Some of this imposed authorial eccentricity is carried on in the libretto for Rose. After a highly charged musical opening that owes more of its styling to Louisiana bayou country than it does to the Rhône-Alpes region of France, we are introduced to the good folks of “Somewhere” who look like a very interesting crew that we would like to know better. In particular, my first thought upon seeing Raquel Duffy, who is listed in the program as “Beth the Gym Buff” and Oliver Dennis as “Trevor the Gym Buff” – along with other roles for both – was “oh goody, two pompous, yuppie exercise treadmill cyclist types who are going to be so obnoxiously funny together!” Wrong. We never see them again except very briefly in the second act. This is how it goes throughout – some interesting set ups with no carry through.
And then there is the score by Mike Ross. In his review of Spoon River for the Globe and Mail two years ago, Kelly Nestruck used the word “hootenanny” to describe Ross’s musical style. Ben Brantley of the New York Times picked up on that theme and used the same word in his review of Spoon River after seeing it at the Signature Theatre on 42nd Street. I know that “Somewhere” in Rose is a generic setting meant to be universally applied, but after awhile that bluegrass southern drawl that continually creeps through in the vocals starts to become a bit annoying.
One also has to ask the question, just how many power ballads can one musical sustain? And toward what dramatic purpose?

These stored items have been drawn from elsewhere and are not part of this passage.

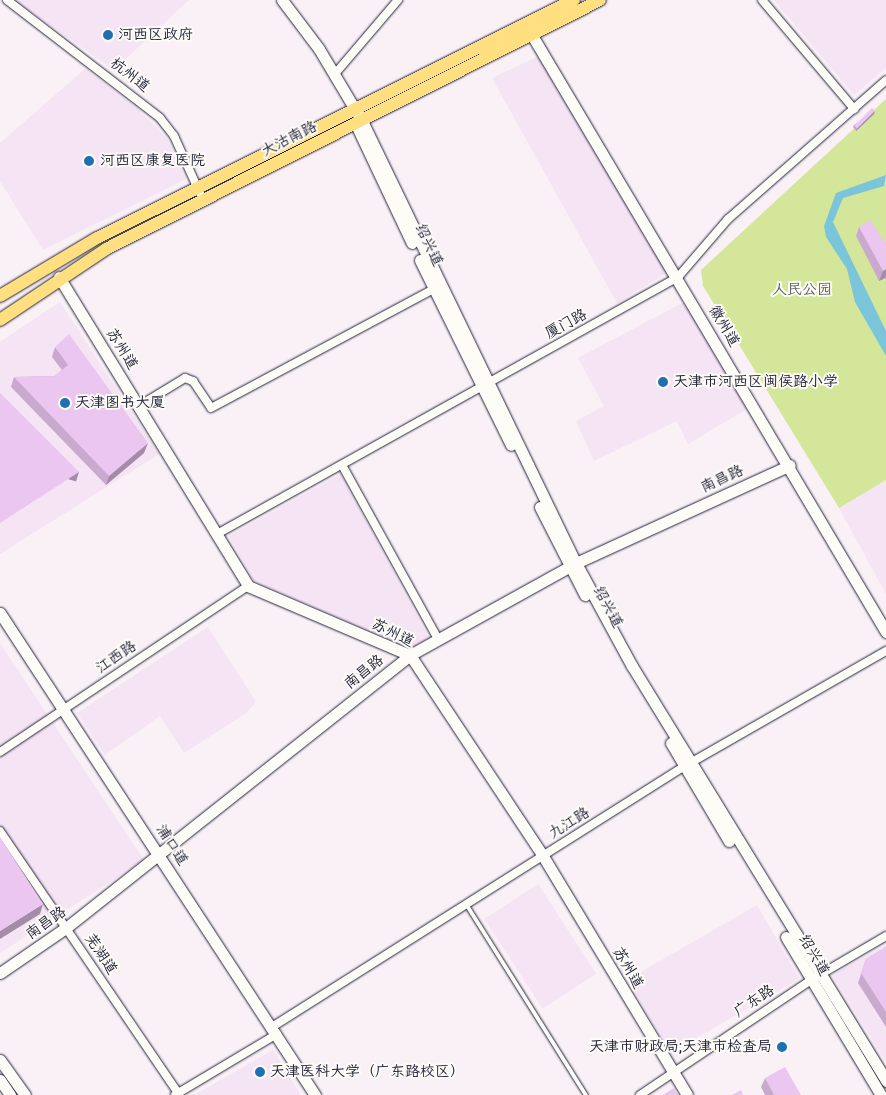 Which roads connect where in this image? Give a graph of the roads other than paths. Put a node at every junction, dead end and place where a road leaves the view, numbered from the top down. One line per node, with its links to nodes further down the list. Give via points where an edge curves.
1 (7, 0): 13 (street, 杭州道, via 160,118)
2 (282, 0): 8 (street, 绍兴道)
3 (398, 0): 8 (street)
4 (574, 0): 11 (main road, 大沽南路)
5 (600, 0): 7 (main road, 大沽南路)
6 (762, 0): 10 (street)
7 (533, 37): 12 (main road, 大沽南路); 16 (street, 徽州道)
8 (334, 75): 11 (street, 绍兴道)
9 (886, 80): 10 (street, 厦门路)
10 (854, 109): 16 (street, 厦门路, via 728,218)
11 (353, 110): 12 (street, 绍兴道); 13 (main road, 大沽南路)
12 (358, 122): 14 (main road, 大沽南路); 17 (street, 绍兴道); 20 (street, 绍兴道)
13 (198, 188): 14 (street, 杭州道); 18 (main road, 大沽南路, via 72,252)
14 (204, 200): 15 (main road, 大沽南路)
15 (59, 277): 19 (main road, 大沽南路); 21 (street, 苏州道)
16 (678, 277): 20 (street, 厦门路); 23 (street, 徽州道)
17 (434, 290): 20 (street, 绍兴道); 21 (street, via 211,408 193,381 185,378)
18 (0, 296)
19 (3, 317)
20 (486, 385): 22 (street, 厦门路); 25 (street, 绍兴道)
21 (139, 406): 24 (street, 苏州道)
22 (342, 465): 24 (street, 厦门路); 29 (street)
23 (790, 465): 25 (street, 南昌路); 28 (street, 徽州道)
24 (217, 534): 26 (street, 苏州道)
25 (572, 565): 29 (street, 南昌路); 34 (street, 绍兴道)
26 (248, 586): 31 (street, 苏州道); 32 (street, 江西路)
27 (0, 613): 32 (street, 浦口道)
28 (886, 632)
29 (438, 639): 31 (street, 南昌路)
30 (886, 651): 34 (street, 九江路)
31 (410, 655): 36 (street, 南昌路); 37 (street, 苏州道)
32 (64, 708): 33 (street, 江西路); 36 (street, 浦口道)
33 (0, 752)
34 (689, 764): 37 (street, 九江路); 42 (street, 绍兴道)
35 (0, 831): 39 (street, 芜湖道)
36 (160, 854): 39 (street, 南昌路); 43 (street, 浦口道)
37 (543, 856): 38 (street, 九江路); 45 (street, 苏州道)
38 (466, 904): 43 (street, 九江路); 52 (lane)
39 (67, 928): 41 (street, 南昌路); 48 (street, 芜湖道)
40 (886, 936): 42 (street, 广东路)
41 (0, 973)
42 (815, 978): 45 (street, 广东路); 47 (street, 绍兴道); 55 (street, 绍兴道)
43 (274, 1030): 48 (street, 九江路); 51 (street, 浦口道)
44 (0, 1060): 50 (street)
45 (674, 1071): 53 (street, 广东路); 54 (street, 苏州道)
46 (0, 1080): 49 (street)
47 (886, 1081)
48 (176, 1094)
49 (10, 1095)
50 (24, 1095)
51 (314, 1095)
52 (586, 1095)
53 (640, 1095)
54 (687, 1095)
55 (881, 1095) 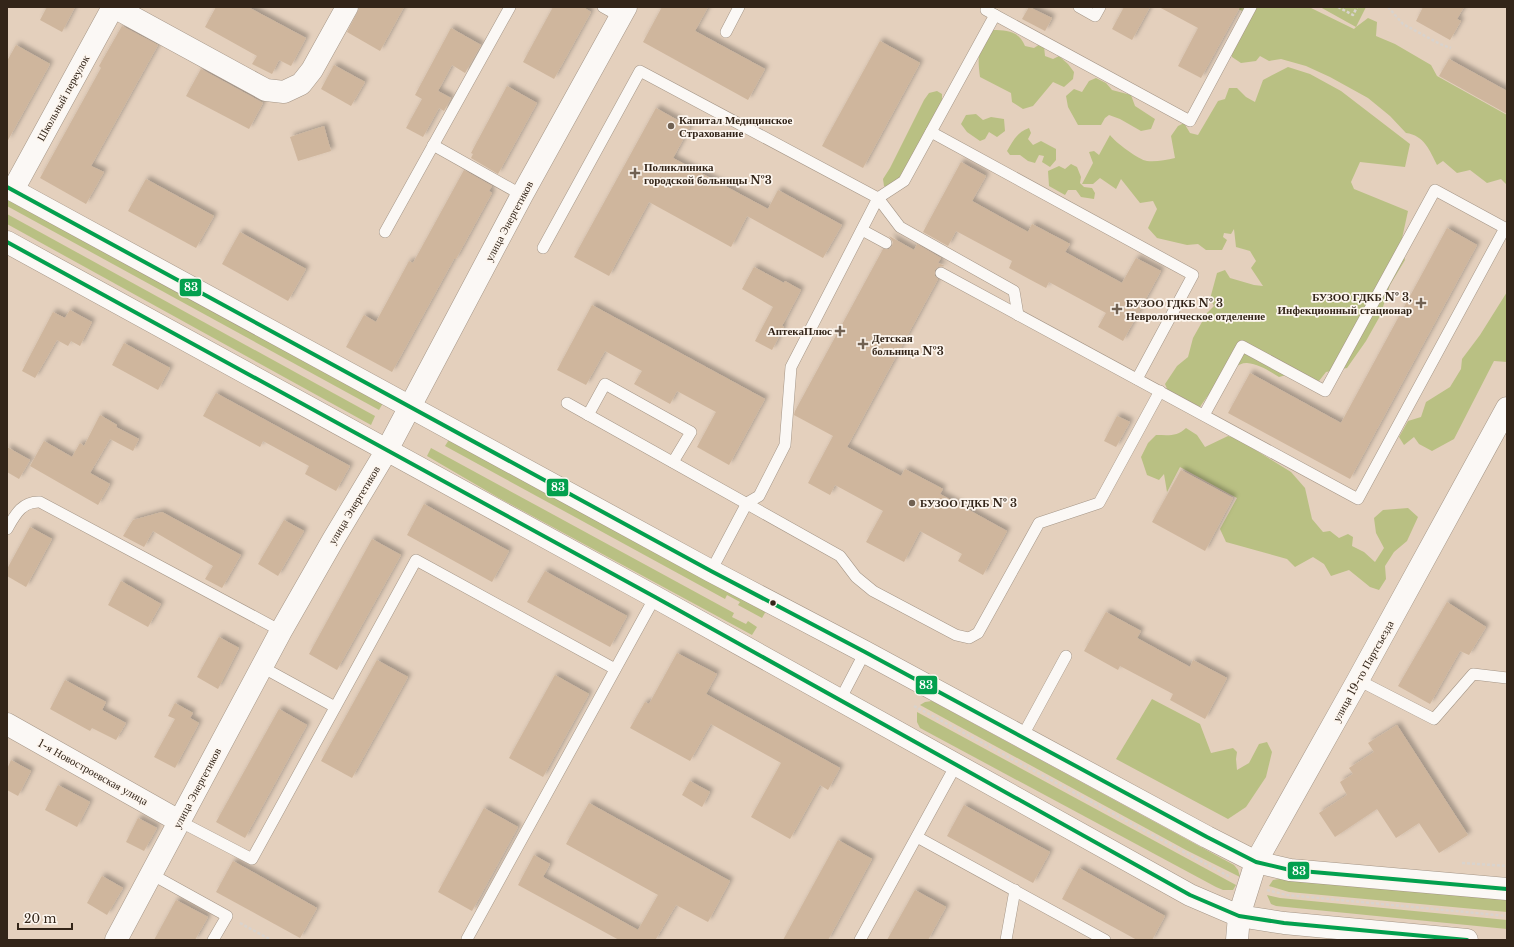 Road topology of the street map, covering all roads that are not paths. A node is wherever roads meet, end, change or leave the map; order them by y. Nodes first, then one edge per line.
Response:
1 (114, 7) edge
2 (347, 7) edge
3 (510, 7) edge
4 (740, 7) edge
5 (1079, 7) edge
6 (1100, 7) edge
7 (1251, 7) edge
8 (617, 10) edge
9 (991, 11) edge
10 (726, 32) dead end
11 (931, 132) junction
12 (433, 145) junction
13 (10, 188) edge
14 (522, 195) junction
15 (878, 198) junction
16 (862, 230) junction
17 (385, 232) dead end
18 (7, 242) edge
19 (886, 243) dead end
20 (543, 248) dead end
21 (941, 272) dead end
22 (1018, 314) junction
23 (1137, 379) junction
24 (1160, 391) junction
25 (567, 403) dead end
26 (410, 407) junction
27 (1507, 408) edge
28 (588, 415) junction
29 (1204, 415) junction
30 (387, 450) junction
31 (673, 462) junction
32 (747, 503) junction
33 (7, 529) edge
34 (711, 571) junction
35 (655, 597) junction
36 (281, 631) junction
37 (865, 652) junction
38 (1066, 656) dead end
39 (262, 667) junction
40 (615, 669) junction
41 (1507, 678) edge
42 (1358, 680) junction
43 (840, 700) junction
44 (335, 707) junction
45 (7, 724) edge
46 (1022, 738) junction
47 (956, 765) junction
48 (180, 821) junction
49 (917, 836) junction
50 (1256, 862) junction
51 (151, 874) junction
52 (1507, 889) edge
53 (1015, 890) junction
54 (1239, 916) junction
55 (467, 939) edge
56 (116, 940) edge
57 (214, 940) edge
58 (860, 940) edge
59 (1006, 940) edge
60 (1105, 940) edge
61 (1237, 940) edge
62 (1468, 940) edge

1 - 2 street
1 - 13 street, Школьный переулок
3 - 12 lane
4 - 10 lane
5 - 6 lane
7 - 9 lane
8 - 14 street, улица Энергетиков
9 - 11 lane
11 - 15 lane
11 - 23 lane
12 - 14 lane
12 - 17 lane
13 - 26 street
14 - 26 street, улица Энергетиков
15 - 16 lane
15 - 20 lane
15 - 22 lane
16 - 19 lane
16 - 32 lane
18 - 30 street
21 - 22 lane
22 - 23 lane
23 - 24 lane
24 - 29 lane
24 - 32 lane
25 - 28 lane
26 - 30 street, улица Энергетиков
26 - 34 street
27 - 42 street, улица 19-го Партсъезда
28 - 31 lane
28 - 31 lane
29 - 29 lane
30 - 35 street
30 - 36 street, улица Энергетиков
31 - 32 lane
32 - 34 lane
33 - 36 lane
34 - 37 street
35 - 40 lane
35 - 43 street
36 - 39 street, улица Энергетиков
37 - 43 lane
37 - 46 street
38 - 46 lane
39 - 44 lane
39 - 48 street, улица Энергетиков
40 - 44 lane
40 - 55 lane
41 - 42 lane
42 - 50 street, улица 19-го Партсъезда
43 - 47 street
44 - 48 lane
45 - 48 street, 1-я Новостроевская улица
46 - 50 street
47 - 49 lane
47 - 54 street
48 - 51 street, улица Энергетиков
49 - 53 lane
49 - 58 lane
50 - 52 street
50 - 54 street, улица 19-го Партсъезда
51 - 56 street, улица Энергетиков
51 - 57 lane
53 - 59 lane
53 - 60 lane
54 - 61 street, улица 19-го Партсъезда
54 - 62 street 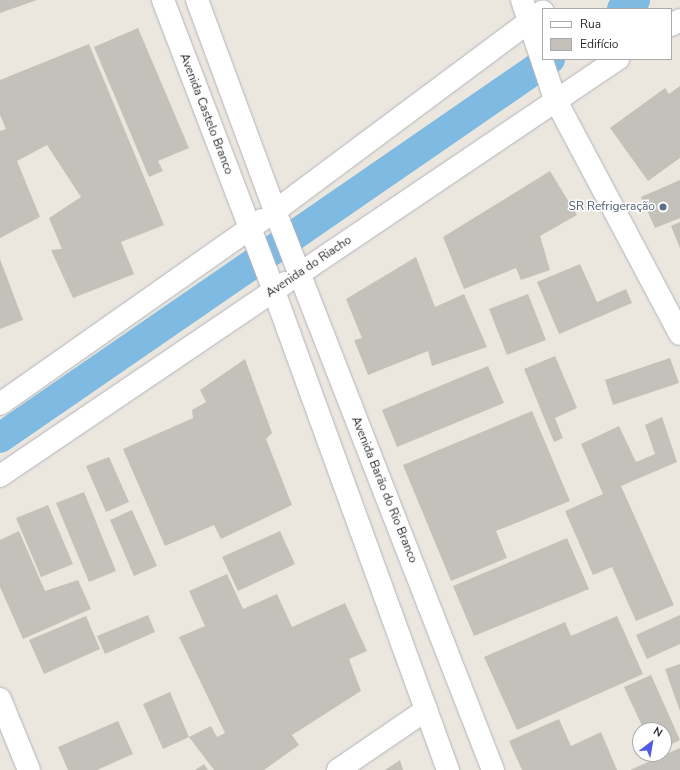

Power ballads are best composed around emotions that are important to the character as well as the play and may involve themes like the love of one’s partner, family or country; surmounting a challenge against impossible odds; or an eleventh hour cri de coeur over some issue of fierce partisanship in which the protagonist has a stake. The power ballad generally does not favour indecision, hesitation or procrastination, or the expression of existentialist doubt. In Rose there is too much of this, that and the other.
Having said all this, one still has to congratulate the Soulpepper company and the Slaight Family Foundation for their belief in and support of musical theatre in this country. It is second to none in terms of quality, resources and production values. I look forward to the company’s next musical!